** Opening Exercise inputs block **

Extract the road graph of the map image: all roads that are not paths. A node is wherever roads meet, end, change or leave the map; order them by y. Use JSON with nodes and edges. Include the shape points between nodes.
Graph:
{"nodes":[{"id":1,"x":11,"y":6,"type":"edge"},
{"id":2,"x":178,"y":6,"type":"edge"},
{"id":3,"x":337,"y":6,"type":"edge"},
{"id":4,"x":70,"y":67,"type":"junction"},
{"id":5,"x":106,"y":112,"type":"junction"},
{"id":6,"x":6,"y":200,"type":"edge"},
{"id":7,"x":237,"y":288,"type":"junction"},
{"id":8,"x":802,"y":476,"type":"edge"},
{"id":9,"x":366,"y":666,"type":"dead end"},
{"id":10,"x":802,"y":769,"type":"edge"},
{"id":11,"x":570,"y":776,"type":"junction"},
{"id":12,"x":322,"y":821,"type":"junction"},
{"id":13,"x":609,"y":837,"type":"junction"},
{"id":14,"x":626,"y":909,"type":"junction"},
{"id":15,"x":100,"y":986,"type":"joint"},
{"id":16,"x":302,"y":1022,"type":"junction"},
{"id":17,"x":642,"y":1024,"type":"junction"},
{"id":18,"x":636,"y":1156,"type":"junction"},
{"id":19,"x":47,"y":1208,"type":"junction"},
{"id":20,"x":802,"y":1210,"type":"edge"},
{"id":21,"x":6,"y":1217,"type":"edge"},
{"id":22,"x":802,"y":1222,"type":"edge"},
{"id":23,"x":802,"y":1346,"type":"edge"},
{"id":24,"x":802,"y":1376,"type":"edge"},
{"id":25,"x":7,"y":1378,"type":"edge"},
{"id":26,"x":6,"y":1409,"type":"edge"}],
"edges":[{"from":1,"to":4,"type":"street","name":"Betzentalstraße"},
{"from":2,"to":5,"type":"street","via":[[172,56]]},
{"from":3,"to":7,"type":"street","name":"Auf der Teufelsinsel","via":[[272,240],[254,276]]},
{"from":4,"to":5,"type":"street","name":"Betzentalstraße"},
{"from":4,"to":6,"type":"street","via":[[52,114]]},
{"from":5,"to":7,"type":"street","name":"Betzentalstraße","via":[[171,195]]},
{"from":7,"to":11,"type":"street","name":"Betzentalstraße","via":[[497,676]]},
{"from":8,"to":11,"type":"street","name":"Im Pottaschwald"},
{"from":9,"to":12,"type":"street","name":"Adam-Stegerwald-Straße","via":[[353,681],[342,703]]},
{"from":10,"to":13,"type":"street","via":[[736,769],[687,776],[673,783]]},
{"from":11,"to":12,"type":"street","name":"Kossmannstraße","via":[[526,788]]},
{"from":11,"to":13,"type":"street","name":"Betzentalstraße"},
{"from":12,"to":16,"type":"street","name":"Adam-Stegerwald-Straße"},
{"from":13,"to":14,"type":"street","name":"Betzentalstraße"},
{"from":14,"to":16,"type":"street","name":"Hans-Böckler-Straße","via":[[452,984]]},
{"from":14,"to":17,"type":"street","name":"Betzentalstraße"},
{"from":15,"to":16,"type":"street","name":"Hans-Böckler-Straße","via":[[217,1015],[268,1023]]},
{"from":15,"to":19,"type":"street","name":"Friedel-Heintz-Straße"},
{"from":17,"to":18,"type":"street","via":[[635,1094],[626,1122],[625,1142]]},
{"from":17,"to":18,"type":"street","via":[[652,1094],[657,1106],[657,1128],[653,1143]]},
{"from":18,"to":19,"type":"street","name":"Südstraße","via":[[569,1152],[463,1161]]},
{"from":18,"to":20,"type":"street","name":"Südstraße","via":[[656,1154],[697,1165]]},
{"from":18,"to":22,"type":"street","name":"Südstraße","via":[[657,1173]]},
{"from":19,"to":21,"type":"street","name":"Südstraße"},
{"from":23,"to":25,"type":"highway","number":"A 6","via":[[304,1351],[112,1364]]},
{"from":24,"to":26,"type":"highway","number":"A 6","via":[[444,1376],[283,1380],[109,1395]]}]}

** Closing Exercise inputs block **

**Assigned task:**
Within the records above, count the lines that hold the word "Böckler" and give only that number.

**Response box:**
2